- Fredi Steiner

- 9. Sept. 2022
- 1 Min. Lesezeit
Warum und wie sind wir da?
Ein Versuch, christliche und östliche Mystik mit der Astrophysik zu verbinden, mit der Unendlichkeit im Raum, wo trotzdem alles wirkt bis zum kleinsten Elementarteilchen.
Da wir die Fähigkeit hätten, still zu sitzen, sollten wir dankbar sein, dass das Higgs-Feld (welches bewirkt, dass Teilchen im Raum eine Masse haben) die elektroschwache Symmetrie brach. Es bewirkt, dass die Naturkonstanten Potential erhalten, das Universum und die Welt aufzubauen. Ohne diese Umstände wäre die Welt nicht existent. Wir verdanken unsere Existenz dem Zustand, dass sich das Higgs-Feld für diese sehr spezifischen Werte entschieden hat, so bleibt das Universum im Gleichgewicht.

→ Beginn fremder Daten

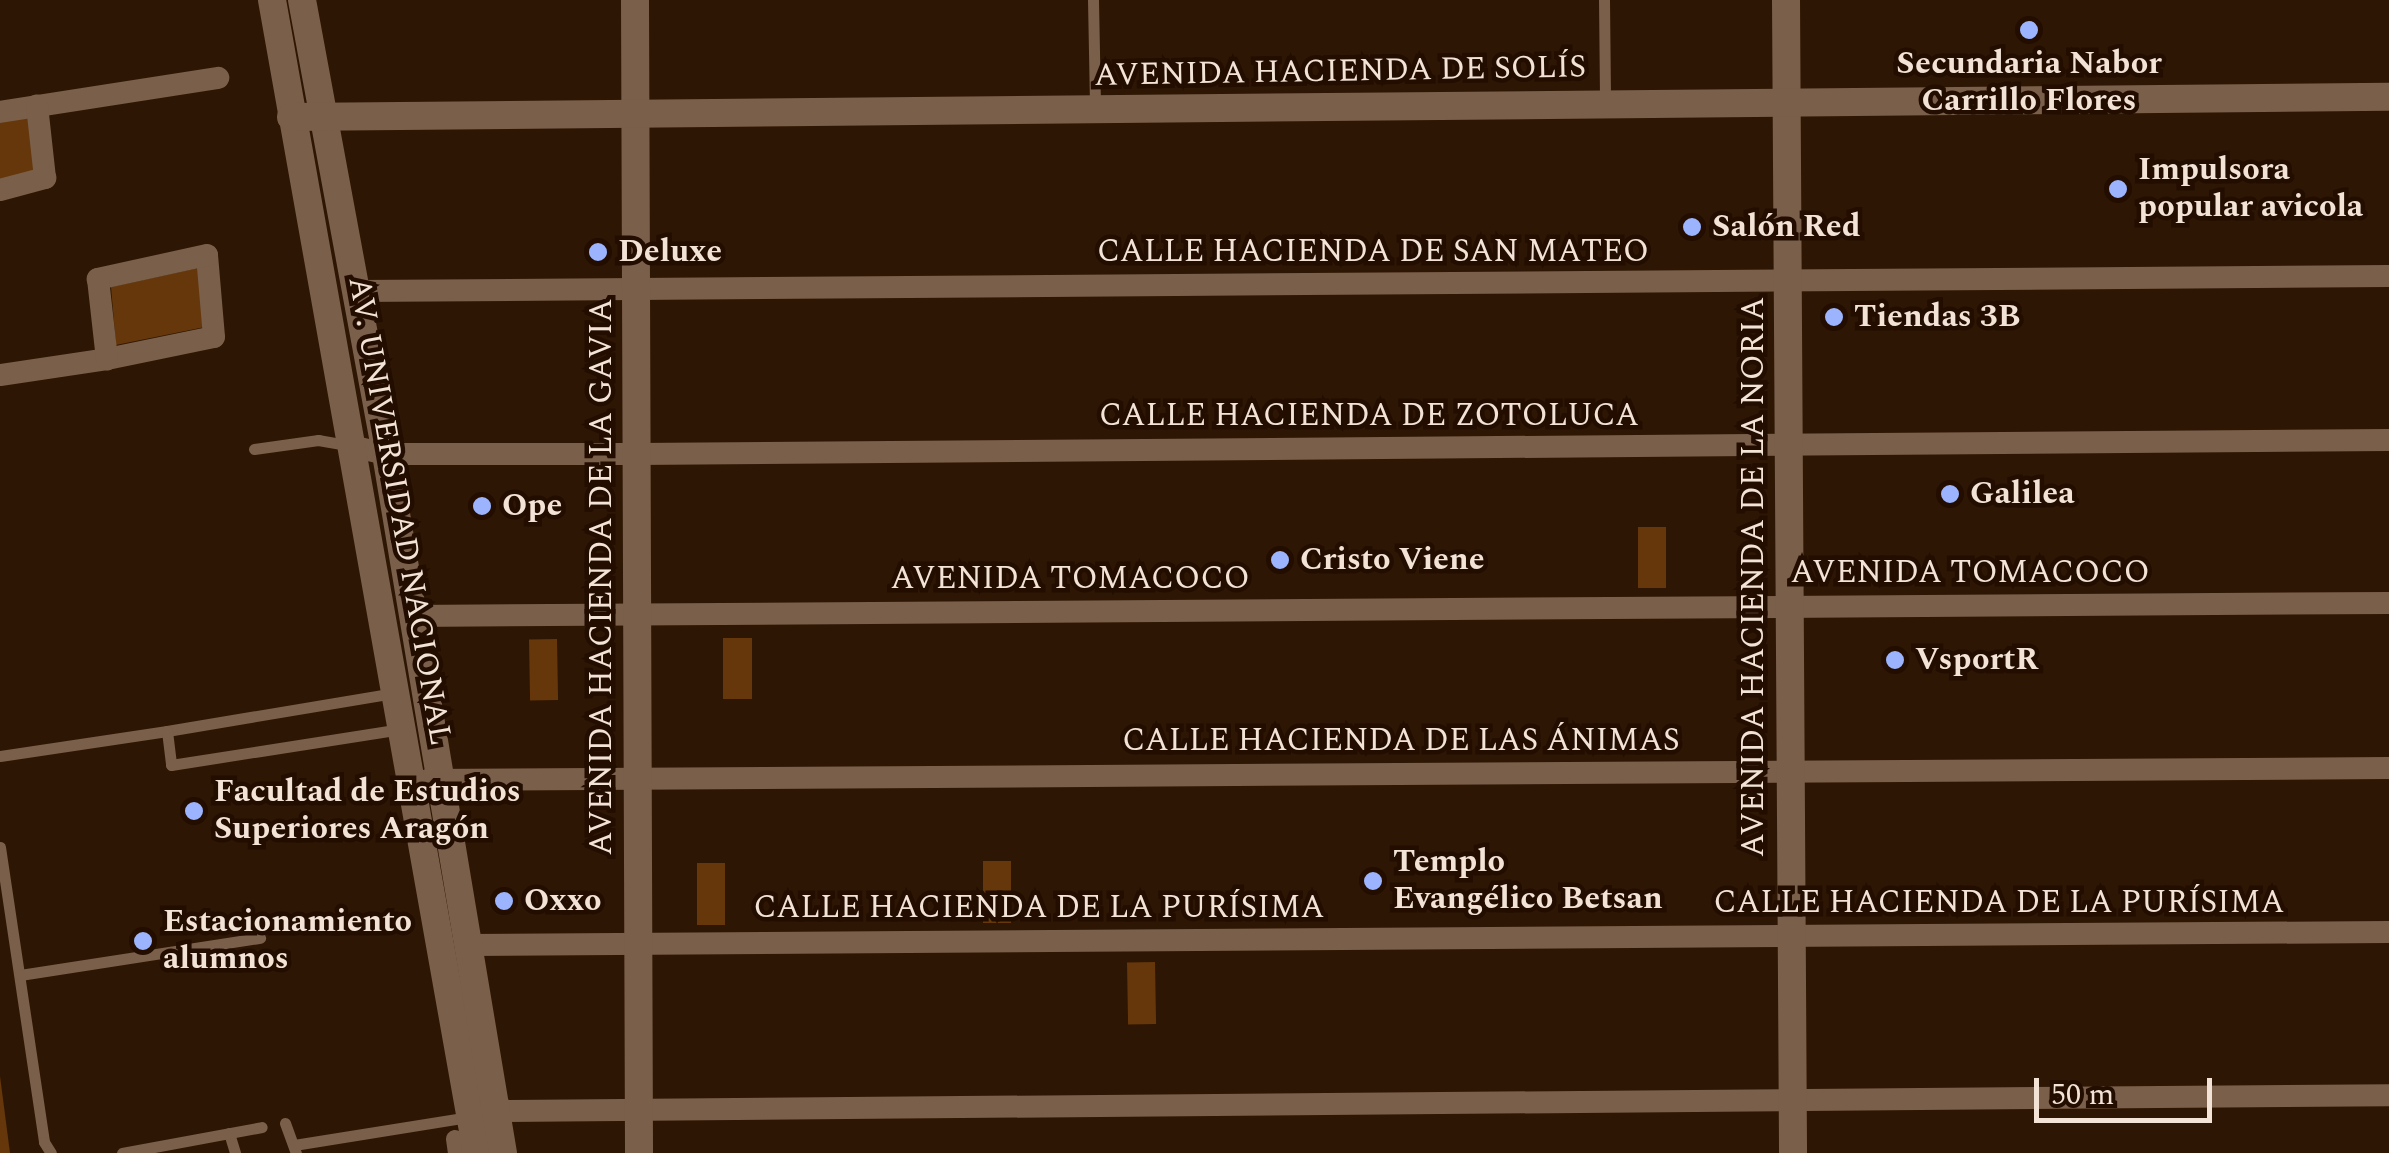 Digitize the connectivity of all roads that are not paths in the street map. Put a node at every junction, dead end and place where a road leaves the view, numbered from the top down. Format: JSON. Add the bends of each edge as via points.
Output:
{"nodes":[{"id":1,"x":272,"y":0,"type":"edge"},
{"id":2,"x":302,"y":0,"type":"edge"},
{"id":3,"x":636,"y":0,"type":"edge"},
{"id":4,"x":1094,"y":0,"type":"edge"},
{"id":5,"x":1604,"y":0,"type":"edge"},
{"id":6,"x":1786,"y":0,"type":"edge"},
{"id":7,"x":218,"y":78,"type":"dead end"},
{"id":8,"x":2389,"y":97,"type":"edge"},
{"id":9,"x":1786,"y":103,"type":"junction"},
{"id":10,"x":1605,"y":104,"type":"junction"},
{"id":11,"x":37,"y":105,"type":"junction"},
{"id":12,"x":1095,"y":110,"type":"junction"},
{"id":13,"x":0,"y":112,"type":"edge"},
{"id":14,"x":636,"y":114,"type":"junction"},
{"id":15,"x":322,"y":116,"type":"junction"},
{"id":16,"x":291,"y":117,"type":"junction"},
{"id":17,"x":0,"y":190,"type":"edge"},
{"id":18,"x":2389,"y":276,"type":"edge"},
{"id":19,"x":1787,"y":283,"type":"junction"},
{"id":20,"x":636,"y":288,"type":"junction"},
{"id":21,"x":356,"y":291,"type":"junction"},
{"id":22,"x":108,"y":359,"type":"junction"},
{"id":23,"x":0,"y":375,"type":"edge"},
{"id":24,"x":2389,"y":440,"type":"edge"},
{"id":25,"x":1788,"y":445,"type":"junction"},
{"id":26,"x":351,"y":446,"type":"junction"},
{"id":27,"x":254,"y":449,"type":"dead end"},
{"id":28,"x":386,"y":454,"type":"junction"},
{"id":29,"x":637,"y":454,"type":"junction"},
{"id":30,"x":2389,"y":603,"type":"edge"},
{"id":31,"x":1790,"y":607,"type":"junction"},
{"id":32,"x":637,"y":614,"type":"junction"},
{"id":33,"x":411,"y":616,"type":"junction"},
{"id":34,"x":397,"y":693,"type":"junction"},
{"id":35,"x":403,"y":728,"type":"junction"},
{"id":36,"x":167,"y":731,"type":"junction"},
{"id":37,"x":0,"y":756,"type":"edge"},
{"id":38,"x":2389,"y":768,"type":"edge"},
{"id":39,"x":1790,"y":772,"type":"junction"},
{"id":40,"x":638,"y":776,"type":"junction"},
{"id":41,"x":427,"y":780,"type":"junction"},
{"id":42,"x":0,"y":847,"type":"edge"},
{"id":43,"x":2389,"y":932,"type":"edge"},
{"id":44,"x":1792,"y":937,"type":"junction"},
{"id":45,"x":260,"y":938,"type":"dead end"},
{"id":46,"x":638,"y":942,"type":"junction"},
{"id":47,"x":469,"y":945,"type":"junction"},
{"id":48,"x":20,"y":975,"type":"junction"},
{"id":49,"x":2389,"y":1095,"type":"edge"},
{"id":50,"x":1792,"y":1100,"type":"junction"},
{"id":51,"x":639,"y":1110,"type":"junction"},
{"id":52,"x":286,"y":1122,"type":"dead end"},
{"id":53,"x":262,"y":1127,"type":"dead end"},
{"id":54,"x":229,"y":1133,"type":"junction"},
{"id":55,"x":471,"y":1135,"type":"edge"},
{"id":56,"x":295,"y":1149,"type":"edge"},
{"id":57,"x":51,"y":1153,"type":"edge"},
{"id":58,"x":122,"y":1153,"type":"edge"},
{"id":59,"x":235,"y":1153,"type":"edge"},
{"id":60,"x":502,"y":1153,"type":"edge"},
{"id":61,"x":639,"y":1153,"type":"edge"},
{"id":62,"x":1793,"y":1153,"type":"edge"}],
"edges":[{"from":1,"to":16,"type":"street","name":"AV. UNIVERSIDAD NACIONAL"},
{"from":2,"to":15,"type":"street","name":"AV. UNIVERSIDAD NACIONAL"},
{"from":3,"to":14,"type":"street","name":"AVENIDA HACIENDA DE LA GAVIA"},
{"from":4,"to":12,"type":"lane"},
{"from":5,"to":10,"type":"lane"},
{"from":6,"to":9,"type":"street","name":"AVENIDA HACIENDA DE LA NORIA"},
{"from":7,"to":11,"type":"street"},
{"from":8,"to":9,"type":"street","name":"AVENIDA HACIENDA DE SOLÍS"},
{"from":9,"to":10,"type":"street","name":"AVENIDA HACIENDA DE SOLÍS"},
{"from":9,"to":19,"type":"street","name":"AVENIDA HACIENDA DE LA NORIA"},
{"from":10,"to":12,"type":"street","name":"AVENIDA HACIENDA DE SOLÍS"},
{"from":11,"to":13,"type":"street"},
{"from":11,"to":17,"type":"street","via":[[45,178]]},
{"from":12,"to":14,"type":"street","name":"AVENIDA HACIENDA DE SOLÍS"},
{"from":14,"to":15,"type":"street","name":"AVENIDA HACIENDA DE SOLÍS"},
{"from":14,"to":20,"type":"street","name":"AVENIDA HACIENDA DE LA GAVIA"},
{"from":15,"to":16,"type":"street","name":"AVENIDA HACIENDA DE SOLÍS"},
{"from":15,"to":21,"type":"street","name":"AV. UNIVERSIDAD NACIONAL"},
{"from":16,"to":26,"type":"street","name":"AV. UNIVERSIDAD NACIONAL"},
{"from":18,"to":19,"type":"street","name":"CALLE HACIENDA DE SAN MATEO"},
{"from":19,"to":20,"type":"street","name":"CALLE HACIENDA DE SAN MATEO"},
{"from":19,"to":25,"type":"street","name":"AVENIDA HACIENDA DE LA NORIA"},
{"from":20,"to":21,"type":"street","name":"CALLE HACIENDA DE SAN MATEO"},
{"from":20,"to":29,"type":"street","name":"AVENIDA HACIENDA DE LA GAVIA"},
{"from":21,"to":28,"type":"street","name":"AV. UNIVERSIDAD NACIONAL"},
{"from":22,"to":22,"type":"street","via":[[214,337],[208,255],[98,279]]},
{"from":22,"to":23,"type":"street"},
{"from":24,"to":25,"type":"street","name":"CALLE HACIENDA DE ZOTOLUCA"},
{"from":25,"to":29,"type":"street","name":"CALLE HACIENDA DE ZOTOLUCA"},
{"from":25,"to":31,"type":"street","name":"AVENIDA HACIENDA DE LA NORIA"},
{"from":26,"to":27,"type":"lane","via":[[318,440]]},
{"from":26,"to":28,"type":"street","name":"CALLE HACIENDA DE ZOTOLUCA"},
{"from":26,"to":34,"type":"street","name":"AV. UNIVERSIDAD NACIONAL"},
{"from":28,"to":29,"type":"street","name":"CALLE HACIENDA DE ZOTOLUCA"},
{"from":28,"to":33,"type":"street","name":"AV. UNIVERSIDAD NACIONAL"},
{"from":29,"to":32,"type":"street","name":"AVENIDA HACIENDA DE LA GAVIA"},
{"from":30,"to":31,"type":"street","name":"AVENIDA TOMACOCO"},
{"from":31,"to":32,"type":"street","name":"AVENIDA TOMACOCO"},
{"from":31,"to":39,"type":"street","name":"AVENIDA HACIENDA DE LA NORIA"},
{"from":32,"to":33,"type":"street","name":"AVENIDA TOMACOCO"},
{"from":32,"to":40,"type":"street","name":"AVENIDA HACIENDA DE LA GAVIA"},
{"from":33,"to":41,"type":"street","name":"AV. UNIVERSIDAD NACIONAL"},
{"from":34,"to":35,"type":"street","name":"AV. UNIVERSIDAD NACIONAL"},
{"from":34,"to":36,"type":"lane"},
{"from":35,"to":36,"type":"lane","via":[[171,765]]},
{"from":35,"to":41,"type":"street","name":"AV. UNIVERSIDAD NACIONAL"},
{"from":36,"to":37,"type":"lane"},
{"from":38,"to":39,"type":"street","name":"CALLE HACIENDA DE LAS ÁNIMAS"},
{"from":39,"to":40,"type":"street","name":"CALLE HACIENDA DE LAS ÁNIMAS"},
{"from":39,"to":44,"type":"street","name":"AVENIDA HACIENDA DE LA NORIA"},
{"from":40,"to":41,"type":"street","name":"CALLE HACIENDA DE LAS ÁNIMAS"},
{"from":40,"to":46,"type":"street","name":"AVENIDA HACIENDA DE LA GAVIA"},
{"from":41,"to":47,"type":"street","name":"AV. UNIVERSIDAD NACIONAL"},
{"from":41,"to":55,"type":"street","name":"AV. UNIVERSIDAD NACIONAL"},
{"from":42,"to":48,"type":"lane"},
{"from":43,"to":44,"type":"street","name":"CALLE HACIENDA DE LA PURÍSIMA"},
{"from":44,"to":46,"type":"street","name":"CALLE HACIENDA DE LA PURÍSIMA"},
{"from":44,"to":50,"type":"street","name":"AVENIDA HACIENDA DE LA NORIA"},
{"from":45,"to":48,"type":"lane"},
{"from":46,"to":47,"type":"street","name":"CALLE HACIENDA DE LA PURÍSIMA"},
{"from":46,"to":51,"type":"street","name":"AVENIDA HACIENDA DE LA GAVIA"},
{"from":47,"to":55,"type":"street","name":"AV. UNIVERSIDAD NACIONAL"},
{"from":48,"to":57,"type":"lane","via":[[44,1142]]},
{"from":49,"to":50,"type":"street"},
{"from":50,"to":51,"type":"street"},
{"from":50,"to":62,"type":"street","name":"AVENIDA HACIENDA DE LA NORIA"},
{"from":51,"to":55,"type":"street"},
{"from":51,"to":61,"type":"street","name":"AVENIDA HACIENDA DE LA GAVIA"},
{"from":52,"to":56,"type":"lane"},
{"from":53,"to":54,"type":"lane"},
{"from":54,"to":58,"type":"lane"},
{"from":54,"to":59,"type":"lane"},
{"from":55,"to":56,"type":"lane"},
{"from":55,"to":60,"type":"street","name":"AV. UNIVERSIDAD NACIONAL"}]}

Indem wir uns nach innen richten und von den äusseren, künstlichen Phänomenen, welche für das stetige Ungleichgewicht sorgen für einen Moment ablassen, aus denen wir meinen sie seien das ICH, haben wir die Möglichkeit, uns unserem eigenen Urzustand oder der reinen Naur zu nähern, so dass es uns wie das Higgs-Feld festigt und uns zu einem ganzen Wesen macht.
Wir können zu dieser Kraft und deren Wirkung nur in der eigenen Stille finden, indem wir fähig werden die reine Natur, wie der Raum mit seinen kleinsten Teilchen mit deren Wirkung, zulassen können.
Dies geschieht eben absolut unspektakulär, eben ungewohnt, ohne Ego. Wir haben in der Stille die Möglichkeit, der eigenen alltäglichen Sichtweise, welche unsere eigene Stabilität beeinflusst und schwächt Einhalt zu gebieten.
In der eigenen Stille bewegt sich trotzdem viel, was uns unbemerkt Kraft und Stabilität gibt um unser Leben bewusster und achtsamer zu bewältigen.